Y todas las Constituciones democráticas no lo hacen igual, pero sí de la misma manera. Atribuyendo a un órgano elegido directamente por todos los ciudadanos y ciudadanas mediante el ejercicio del derecho de sufragio, la “potestad legislativa”, la potestad de dictar la norma jurídica con base en la cual se da respuesta a cualquier problema con el que la sociedad tenga que enfrentarse. Los problemas, todos los problemas que se plantean en la convivencia, encuentran la respuesta en la ley, en las leyes, porque la Ley no existe sino en la forma de infinitas leyes, cada una de las cuales ordena una determinada esfera de la vida en sociedad. La Constitución es una. Las leyes son muchas.
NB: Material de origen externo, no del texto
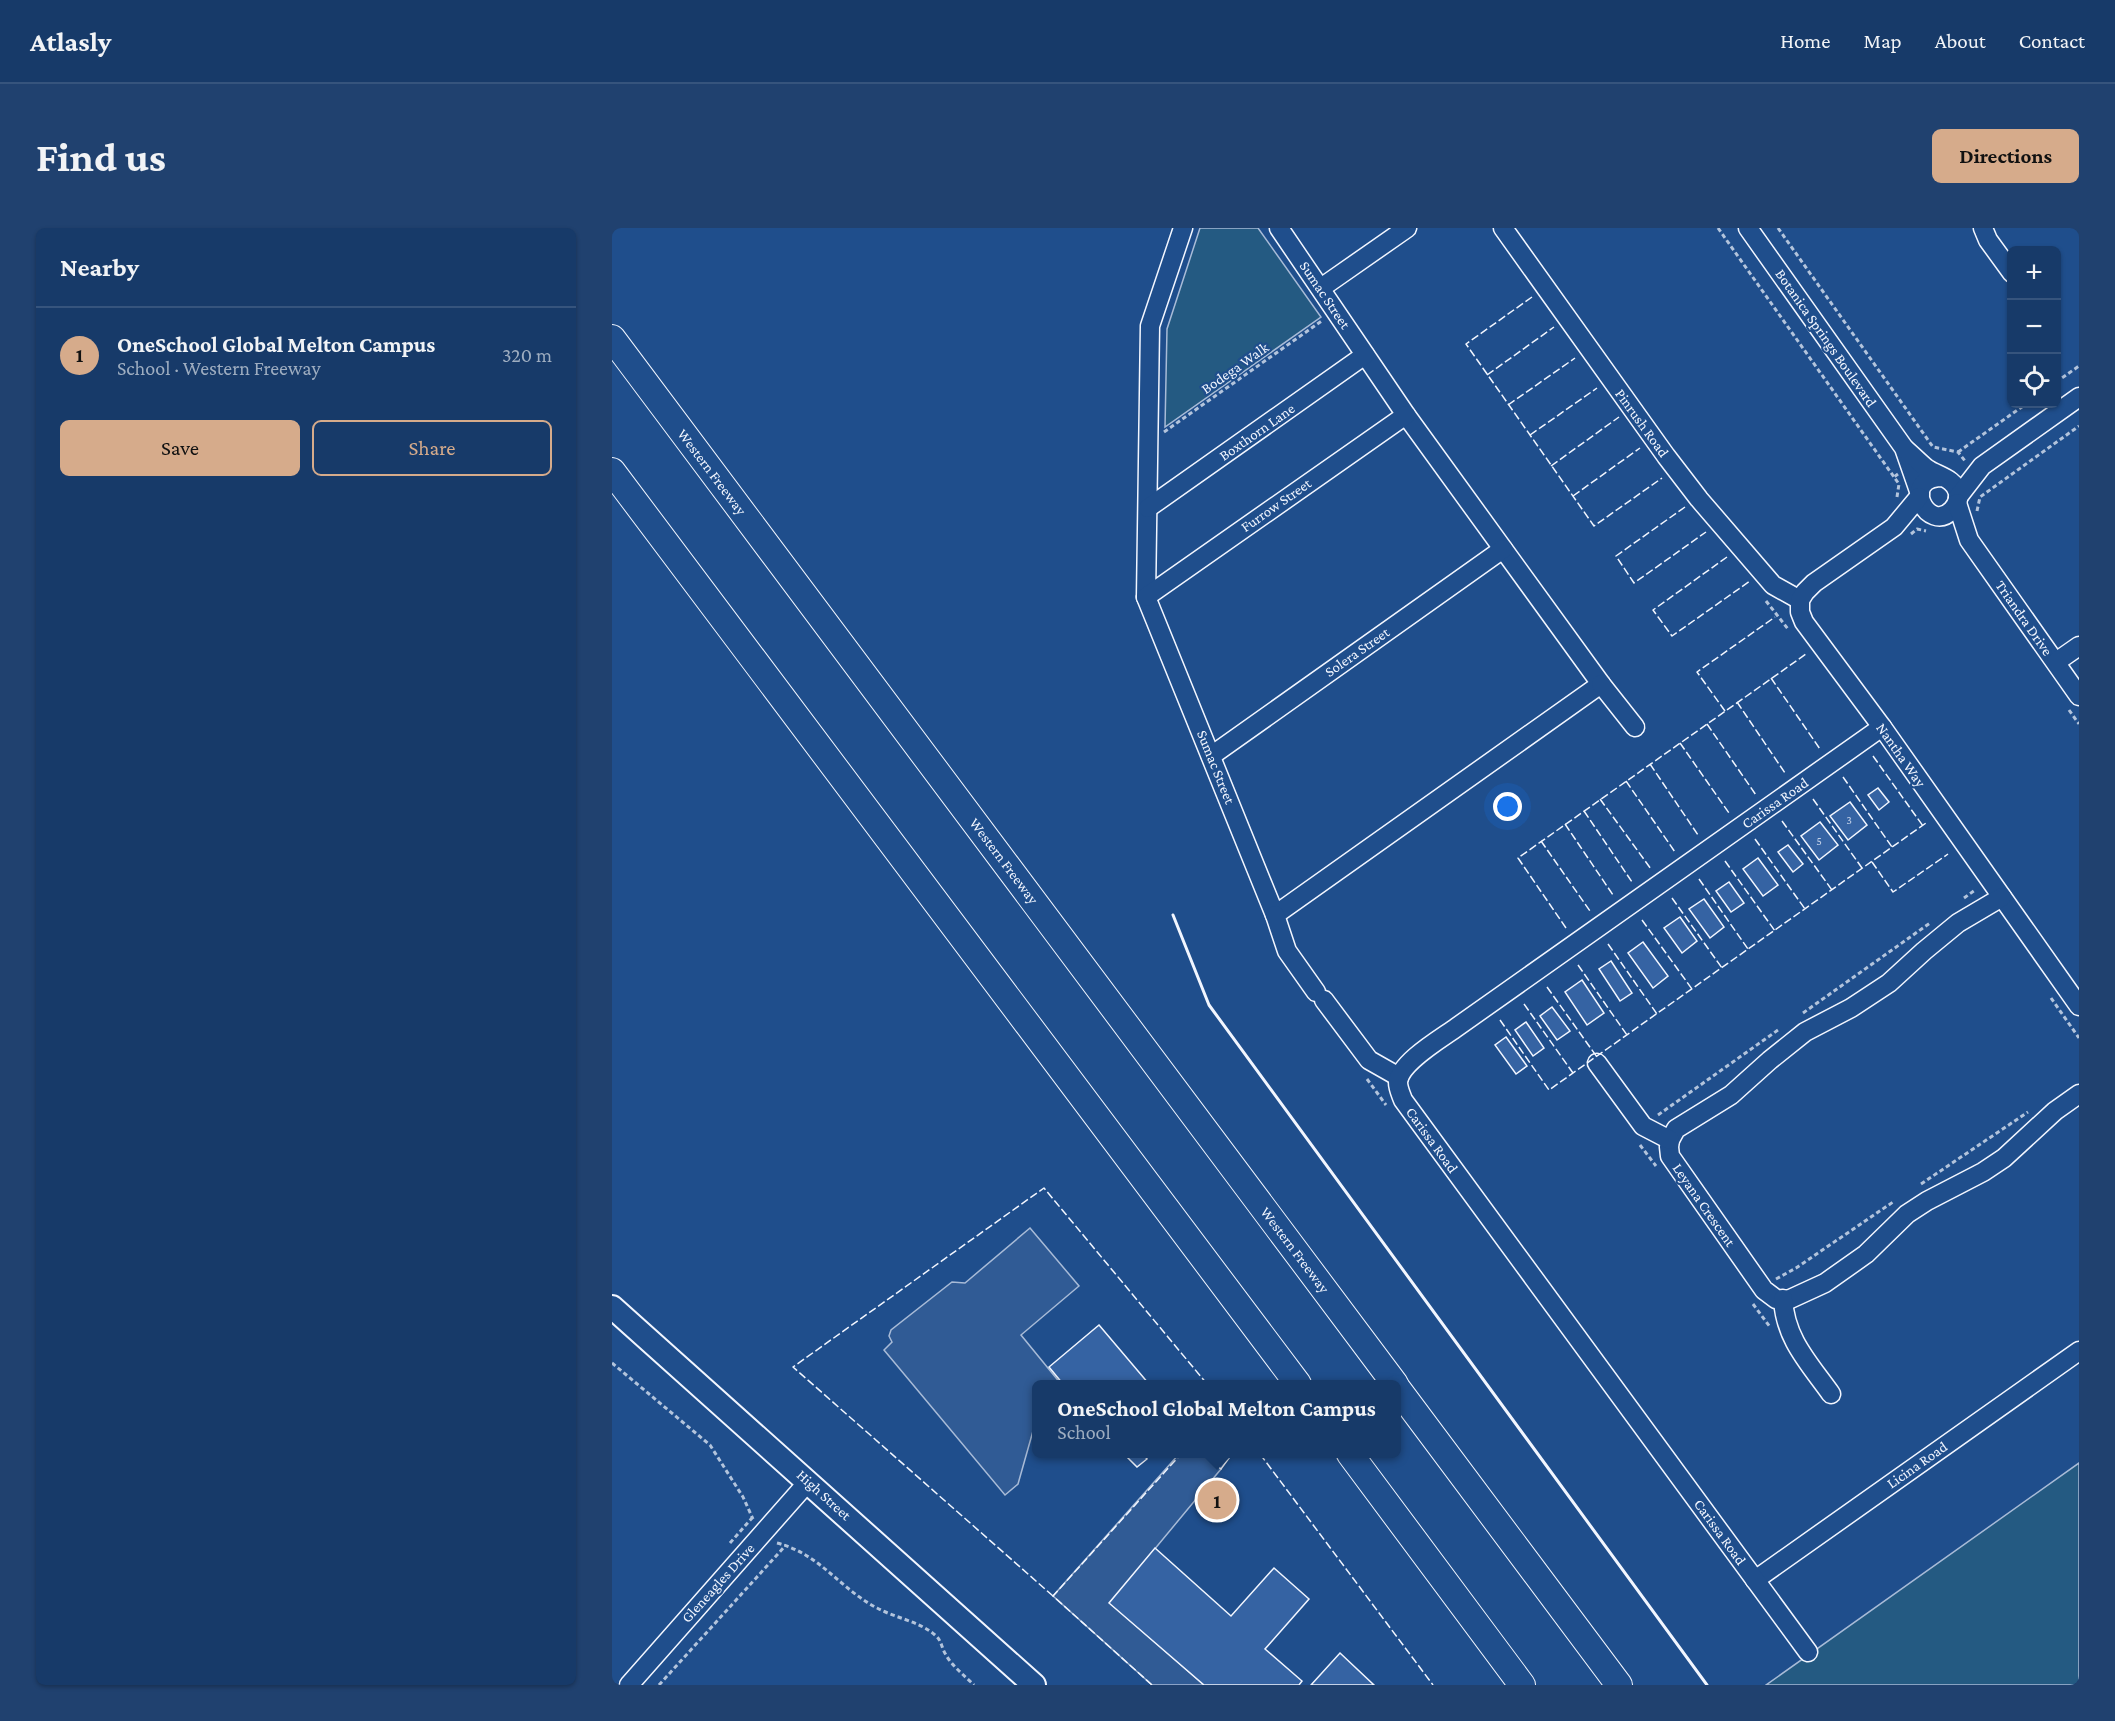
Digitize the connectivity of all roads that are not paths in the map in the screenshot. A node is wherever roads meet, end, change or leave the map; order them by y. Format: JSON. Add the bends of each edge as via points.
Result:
{"nodes":[{"id":1,"x":1183,"y":228,"type":"edge"},
{"id":2,"x":1279,"y":228,"type":"edge"},
{"id":3,"x":1407,"y":228,"type":"edge"},
{"id":4,"x":1503,"y":228,"type":"edge"},
{"id":5,"x":1748,"y":228,"type":"edge"},
{"id":6,"x":1983,"y":228,"type":"edge"},
{"id":7,"x":2007,"y":266,"type":"edge"},
{"id":8,"x":1321,"y":288,"type":"junction"},
{"id":9,"x":612,"y":338,"type":"edge"},
{"id":10,"x":1365,"y":355,"type":"junction"},
{"id":11,"x":2079,"y":397,"type":"edge"},
{"id":12,"x":1406,"y":415,"type":"junction"},
{"id":13,"x":1904,"y":448,"type":"junction"},
{"id":14,"x":1982,"y":466,"type":"junction"},
{"id":15,"x":612,"y":471,"type":"edge"},
{"id":16,"x":1944,"y":478,"type":"junction"},
{"id":17,"x":1919,"y":496,"type":"junction"},
{"id":18,"x":1958,"y":500,"type":"junction"},
{"id":19,"x":1148,"y":508,"type":"junction"},
{"id":20,"x":1936,"y":515,"type":"junction"},
{"id":21,"x":1894,"y":527,"type":"junction"},
{"id":22,"x":1969,"y":540,"type":"junction"},
{"id":23,"x":1503,"y":549,"type":"junction"},
{"id":24,"x":1146,"y":597,"type":"junction"},
{"id":25,"x":1800,"y":600,"type":"junction"},
{"id":26,"x":2079,"y":646,"type":"edge"},
{"id":27,"x":2056,"y":662,"type":"junction"},
{"id":28,"x":1601,"y":684,"type":"junction"},
{"id":29,"x":2079,"y":696,"type":"edge"},
{"id":30,"x":1635,"y":727,"type":"dead end"},
{"id":31,"x":1882,"y":728,"type":"junction"},
{"id":32,"x":1211,"y":756,"type":"junction"},
{"id":33,"x":2002,"y":897,"type":"junction"},
{"id":34,"x":1275,"y":915,"type":"junction"},
{"id":35,"x":2079,"y":1006,"type":"edge"},
{"id":36,"x":1598,"y":1063,"type":"dead end"},
{"id":37,"x":1399,"y":1077,"type":"junction"},
{"id":38,"x":2079,"y":1094,"type":"edge"},
{"id":39,"x":1670,"y":1140,"type":"junction"},
{"id":40,"x":1783,"y":1299,"type":"junction"},
{"id":41,"x":612,"y":1307,"type":"edge"},
{"id":42,"x":2079,"y":1351,"type":"edge"},
{"id":43,"x":1295,"y":1380,"type":"edge"},
{"id":44,"x":1392,"y":1380,"type":"edge"},
{"id":45,"x":1401,"y":1393,"type":"edge"},
{"id":46,"x":1831,"y":1394,"type":"dead end"},
{"id":47,"x":1353,"y":1458,"type":"edge"},
{"id":48,"x":808,"y":1482,"type":"junction"},
{"id":49,"x":1755,"y":1580,"type":"junction"},
{"id":50,"x":1808,"y":1652,"type":"dead end"},
{"id":51,"x":628,"y":1685,"type":"edge"},
{"id":52,"x":1034,"y":1685,"type":"edge"},
{"id":53,"x":1522,"y":1685,"type":"edge"},
{"id":54,"x":1619,"y":1685,"type":"edge"}],
"edges":[{"from":1,"to":19,"type":"street","name":"Sumac Street","via":[[1150,326]]},
{"from":2,"to":8,"type":"street","name":"Sumac Street"},
{"from":3,"to":8,"type":"street"},
{"from":4,"to":25,"type":"street","name":"Pinrush Road","via":[[1699,499],[1773,585]]},
{"from":5,"to":13,"type":"street","name":"Botanica Springs Boulevard"},
{"from":6,"to":7,"type":"street"},
{"from":8,"to":10,"type":"street","name":"Sumac Street"},
{"from":9,"to":44,"type":"highway","name":"Western Freeway"},
{"from":10,"to":12,"type":"street","name":"Sumac Street"},
{"from":10,"to":19,"type":"street","name":"Boxthorn Lane"},
{"from":11,"to":14,"type":"street"},
{"from":12,"to":23,"type":"street","name":"Sumac Street"},
{"from":12,"to":24,"type":"street","name":"Furrow Street"},
{"from":13,"to":16,"type":"street","name":"Botanica Springs Boulevard"},
{"from":13,"to":17,"type":"street","name":"Botanica Springs Boulevard"},
{"from":14,"to":16,"type":"street"},
{"from":14,"to":18,"type":"street"},
{"from":15,"to":43,"type":"highway"},
{"from":16,"to":17,"type":"street","via":[[1928,480]]},
{"from":16,"to":18,"type":"street","via":[[1954,484]]},
{"from":17,"to":20,"type":"street","via":[[1923,508]]},
{"from":17,"to":21,"type":"street"},
{"from":18,"to":20,"type":"street","via":[[1949,513]]},
{"from":18,"to":22,"type":"street","name":"Triandra Drive"},
{"from":19,"to":24,"type":"street","name":"Sumac Street"},
{"from":20,"to":21,"type":"street"},
{"from":20,"to":22,"type":"street","name":"Triandra Drive"},
{"from":21,"to":25,"type":"street","via":[[1814,583]]},
{"from":22,"to":27,"type":"street","name":"Triandra Drive"},
{"from":23,"to":28,"type":"street","name":"Sumac Street"},
{"from":23,"to":32,"type":"street","name":"Solera Street"},
{"from":24,"to":32,"type":"street","name":"Sumac Street"},
{"from":25,"to":31,"type":"street","name":"Nantha Way","via":[[1804,622]]},
{"from":26,"to":27,"type":"street"},
{"from":27,"to":29,"type":"street","name":"Triandra Drive"},
{"from":28,"to":30,"type":"street","name":"Sumac Street"},
{"from":28,"to":34,"type":"street"},
{"from":31,"to":33,"type":"street","name":"Nantha Way"},
{"from":31,"to":37,"type":"street","name":"Carissa Road","via":[[1457,1027],[1408,1063]]},
{"from":32,"to":34,"type":"street","name":"Sumac Street"},
{"from":33,"to":35,"type":"street","name":"Nantha Way"},
{"from":33,"to":39,"type":"street","via":[[1958,923],[1869,997],[1787,1045],[1731,1095],[1676,1129]]},
{"from":34,"to":37,"type":"street","name":"Sumac Street","via":[[1287,951],[1363,1053]]},
{"from":36,"to":39,"type":"street","via":[[1643,1126]]},
{"from":37,"to":49,"type":"street","name":"Carissa Road","via":[[1403,1100]]},
{"from":38,"to":40,"type":"street","via":[[2004,1158],[1907,1214],[1847,1269],[1797,1297]]},
{"from":39,"to":40,"type":"street","name":"Leyana Crescent","via":[[1670,1156],[1677,1168],[1755,1279],[1771,1296]]},
{"from":40,"to":46,"type":"street","via":[[1790,1335]]},
{"from":41,"to":48,"type":"main road","name":"High Street"},
{"from":42,"to":49,"type":"street","name":"Licina Road"},
{"from":45,"to":54,"type":"highway","name":"Western Freeway"},
{"from":47,"to":53,"type":"highway"},
{"from":48,"to":51,"type":"street","name":"Gleneagles Drive"},
{"from":48,"to":52,"type":"main road","name":"High Street"},
{"from":49,"to":50,"type":"street","name":"Carissa Road"}]}
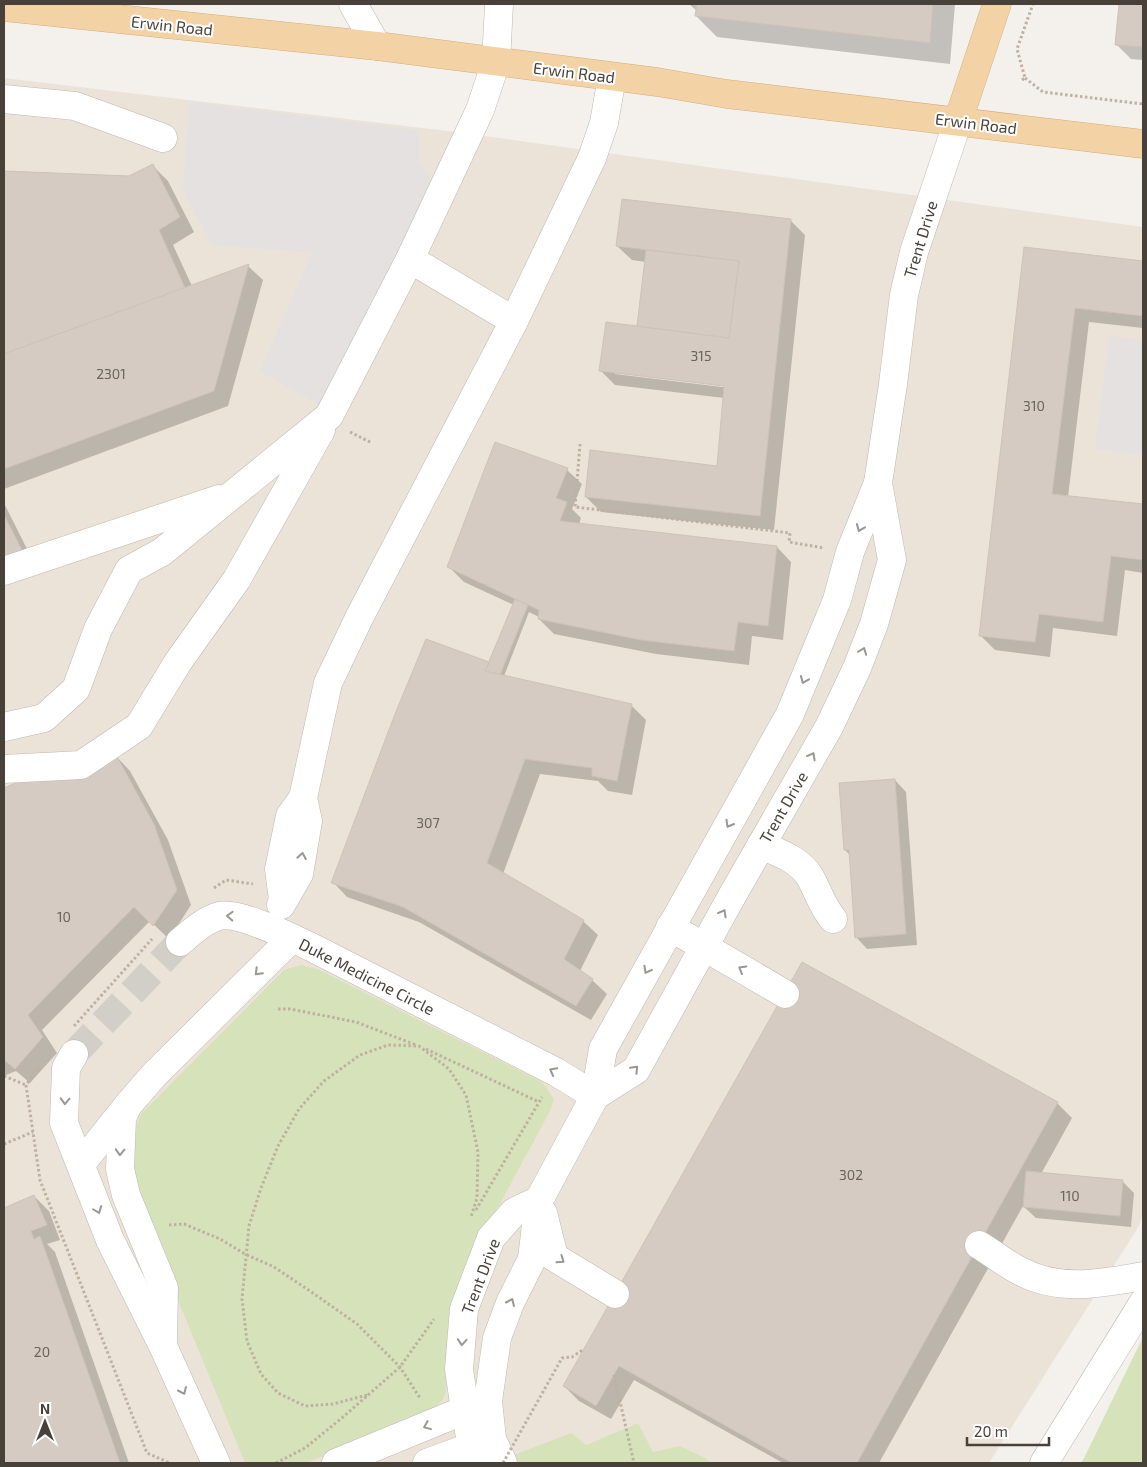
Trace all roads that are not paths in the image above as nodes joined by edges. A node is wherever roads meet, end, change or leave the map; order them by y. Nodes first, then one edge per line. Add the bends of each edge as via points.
1 (353, 4) edge
2 (498, 4) edge
3 (997, 4) edge
4 (4, 7) edge
5 (378, 46) junction
6 (496, 62) junction
7 (612, 77) junction
8 (4, 100) edge
9 (958, 121) junction
10 (163, 138) dead end
11 (1143, 144) edge
12 (410, 259) junction
13 (514, 320) junction
14 (329, 416) junction
15 (878, 483) junction
16 (234, 494) junction
17 (4, 571) edge
18 (4, 727) edge
19 (4, 769) edge
20 (761, 845) junction
21 (833, 919) dead end
22 (670, 927) junction
23 (283, 934) junction
24 (180, 942) tunnel mouth
25 (704, 947) junction
26 (784, 994) dead end
27 (74, 1054) tunnel mouth
28 (595, 1096) junction
29 (128, 1105) junction
30 (81, 1164) junction
31 (539, 1200) junction
32 (979, 1245) dead end
33 (1143, 1276) edge
34 (615, 1294) dead end
35 (1143, 1303) edge
36 (163, 1346) junction
37 (476, 1405) junction
38 (489, 1455) edge
39 (216, 1463) edge
40 (336, 1463) edge
41 (427, 1463) edge
42 (1044, 1463) edge

1 - 5 street
2 - 6 street
3 - 9 main road, Trent Drive
4 - 5 main road, Erwin Road
5 - 6 main road, Erwin Road
6 - 7 main road, Erwin Road
6 - 12 street via 480,110
7 - 9 main road, Erwin Road
7 - 13 street via 604,123 592,158
8 - 10 street via 75,106
9 - 11 main road, Erwin Road
9 - 15 street, Trent Drive via 914,252 904,295
12 - 13 street
12 - 14 street
13 - 23 street via 328,683 303,798 308,820 299,874 283,900
14 - 16 street
14 - 19 street via 237,579 178,662 139,726 81,765
20 -> 15 street, Trent Drive via 829,727 874,624 892,560
15 -> 22 street, Trent Drive via 850,552 837,600 790,714
16 - 17 street
16 - 18 street via 162,552 129,570 98,629 76,690 44,718
20 - 21 street via 794,860 809,875
25 -> 20 street, Trent Drive
22 - 25 street
22 -> 28 street, Trent Drive via 603,1049
23 -> 24 street via 236,916 219,916 194,929
28 -> 23 street, Duke Medicine Circle via 556,1072
23 -> 29 street, Duke Medicine Circle
26 -> 25 street
28 -> 25 street, Trent Drive via 636,1070
27 -> 30 street via 66,1068 64,1123
28 - 31 street, Trent Drive
29 - 30 street, Duke Medicine Circle
29 -> 36 street, Duke Medicine Circle via 122,1118 120,1170 126,1196 164,1288
30 -> 36 street, Duke Medicine Circle via 110,1240
31 -> 34 street via 554,1257
37 -> 31 street, Trent Drive via 510,1303 532,1259
31 -> 37 street, Trent Drive via 514,1212 491,1238 464,1309 460,1370
32 - 33 street via 1022,1273 1051,1282 1080,1285
35 - 42 street
36 -> 39 street, Duke Medicine Circle
37 - 38 street, Trent Drive
37 -> 40 street
38 - 41 street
La Constitución tiene que decidir qué órgano constitucional y a través de qué procedimiento va a decidir todo lo que ella no ha decidido, que es prácticamente todo. Dicho órgano es el único que tiene legitimación democrática directa. Representa directamente a todos los ciudadanos y ciudadanas. Y por eso, tiene “libertad de configuración” para dictar la norma con base en la cual se va a dar respuesta al problema con el que la sociedad tenga que enfrentarse.
En una democracia parlamentaria únicamente el Parlamento tiene “libertad”. Todos los demás operadores jurídicos, desde los diferentes órganos constitucionales a todas las personas físicas o jurídicas, no tienen libertad, sino “autonomía” dentro del marco de la voluntad general, de la ley. En el binomio voluntad general, constituida mediante el ejercicio del derecho de sufragio objetivada en la ley y voluntad particular, que son las de todos los demás, descansa el sistema político y el ordenamiento jurídico de todas las democracias dignas de tal nombre.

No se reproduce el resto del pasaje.